▶ **WORK REQUIRED**
Please restate every record below word for word and skip the pictures.

▶ **LISTED ENTRIES**
○ ○ ○ ○

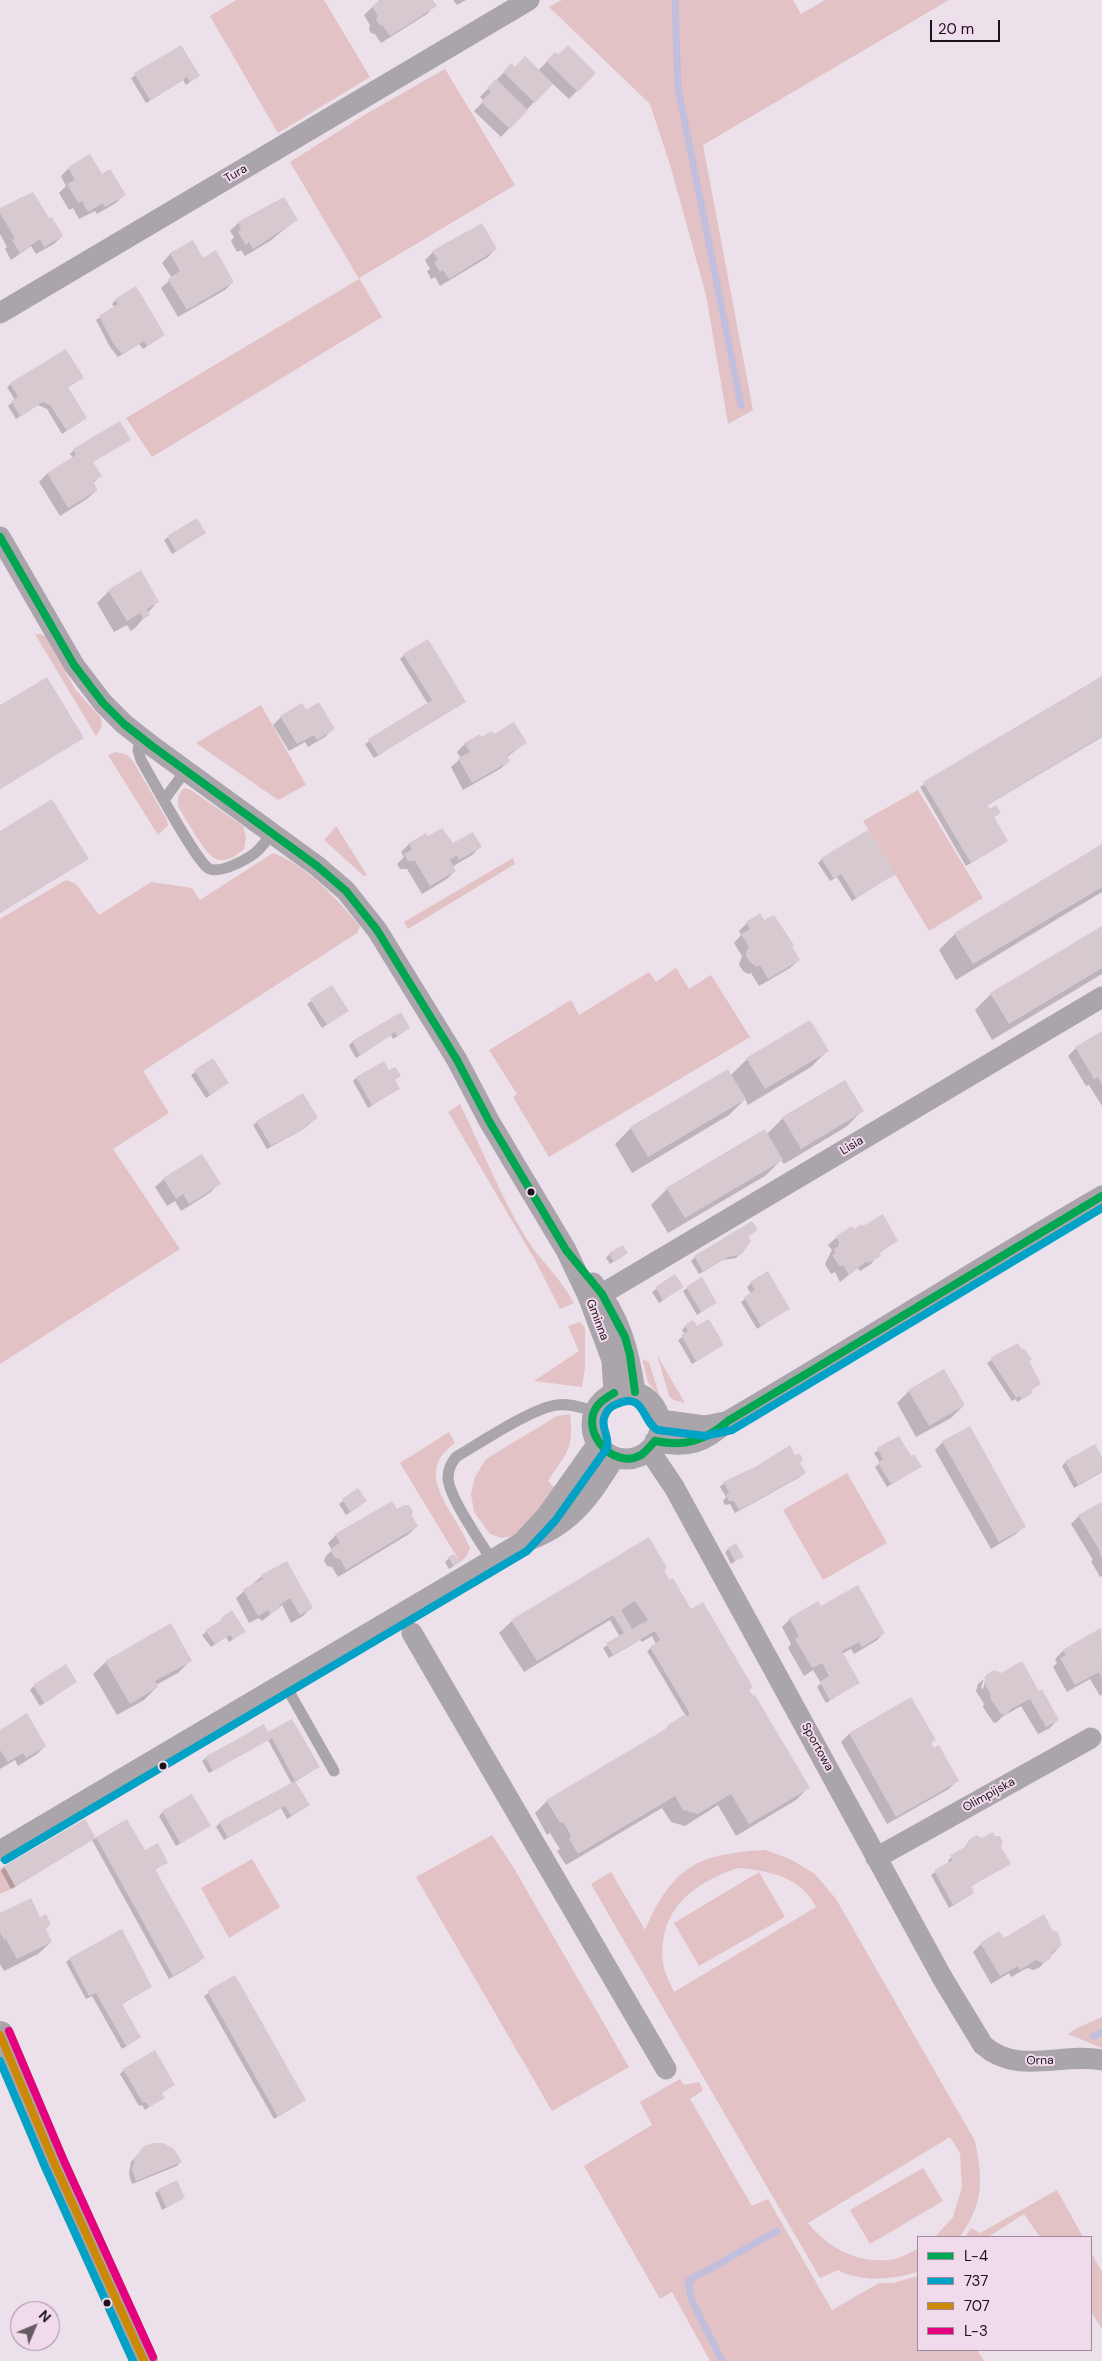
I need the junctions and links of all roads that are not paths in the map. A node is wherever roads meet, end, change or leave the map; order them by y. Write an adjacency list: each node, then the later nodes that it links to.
1 (530, 0): 2 (street, Tura)
2 (0, 313)
3 (0, 537): 4 (street, Gminna)
4 (141, 737): 5 (street, Gminna); 6 (lane)
5 (186, 770): 6 (lane); 7 (street, Gminna)
6 (164, 800): 7 (lane)
7 (272, 833): 10 (street, Gminna)
8 (1102, 997): 11 (street, Lisia)
9 (1102, 1196): 16 (street)
10 (566, 1250): 11 (street, Gminna); 13 (street, Gminna)
11 (602, 1294): 12 (street, Gminna)
12 (635, 1392): 13 (street); 15 (street)
13 (614, 1393): 14 (street)
14 (595, 1411): 18 (street); 19 (lane)
15 (660, 1420): 16 (street); 17 (street)
16 (728, 1421): 17 (street)
17 (652, 1446): 18 (street); 25 (street, Sportowa)
18 (606, 1450): 19 (street)
19 (492, 1561): 21 (street)
20 (412, 1633): 29 (street)
21 (286, 1682): 23 (lane); 24 (street)
22 (1096, 1734): 25 (street, Olimpijska)
23 (334, 1771)
24 (0, 1851)
25 (876, 1858): 27 (street, Sportowa)
26 (0, 2035): 30 (main road)
27 (983, 2045): 28 (street, Orna)
28 (1102, 2060)
29 (666, 2069)
30 (144, 2361)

○ ○ ○ ○

▶ **PROBLEM SOLUTION**
I need the junctions and links of all roads that are not paths in the map. A node is wherever roads meet, end, change or leave the map; order them by y. Write an adjacency list: each node, then the later nodes that it links to.
1 (530, 0): 2 (street, Tura)
2 (0, 313)
3 (0, 537): 4 (street, Gminna)
4 (141, 737): 5 (street, Gminna); 6 (lane)
5 (186, 770): 6 (lane); 7 (street, Gminna)
6 (164, 800): 7 (lane)
7 (272, 833): 10 (street, Gminna)
8 (1102, 997): 11 (street, Lisia)
9 (1102, 1196): 16 (street)
10 (566, 1250): 11 (street, Gminna); 13 (street, Gminna)
11 (602, 1294): 12 (street, Gminna)
12 (635, 1392): 13 (street); 15 (street)
13 (614, 1393): 14 (street)
14 (595, 1411): 18 (street); 19 (lane)
15 (660, 1420): 16 (street); 17 (street)
16 (728, 1421): 17 (street)
17 (652, 1446): 18 (street); 25 (street, Sportowa)
18 (606, 1450): 19 (street)
19 (492, 1561): 21 (street)
20 (412, 1633): 29 (street)
21 (286, 1682): 23 (lane); 24 (street)
22 (1096, 1734): 25 (street, Olimpijska)
23 (334, 1771)
24 (0, 1851)
25 (876, 1858): 27 (street, Sportowa)
26 (0, 2035): 30 (main road)
27 (983, 2045): 28 (street, Orna)
28 (1102, 2060)
29 (666, 2069)
30 (144, 2361)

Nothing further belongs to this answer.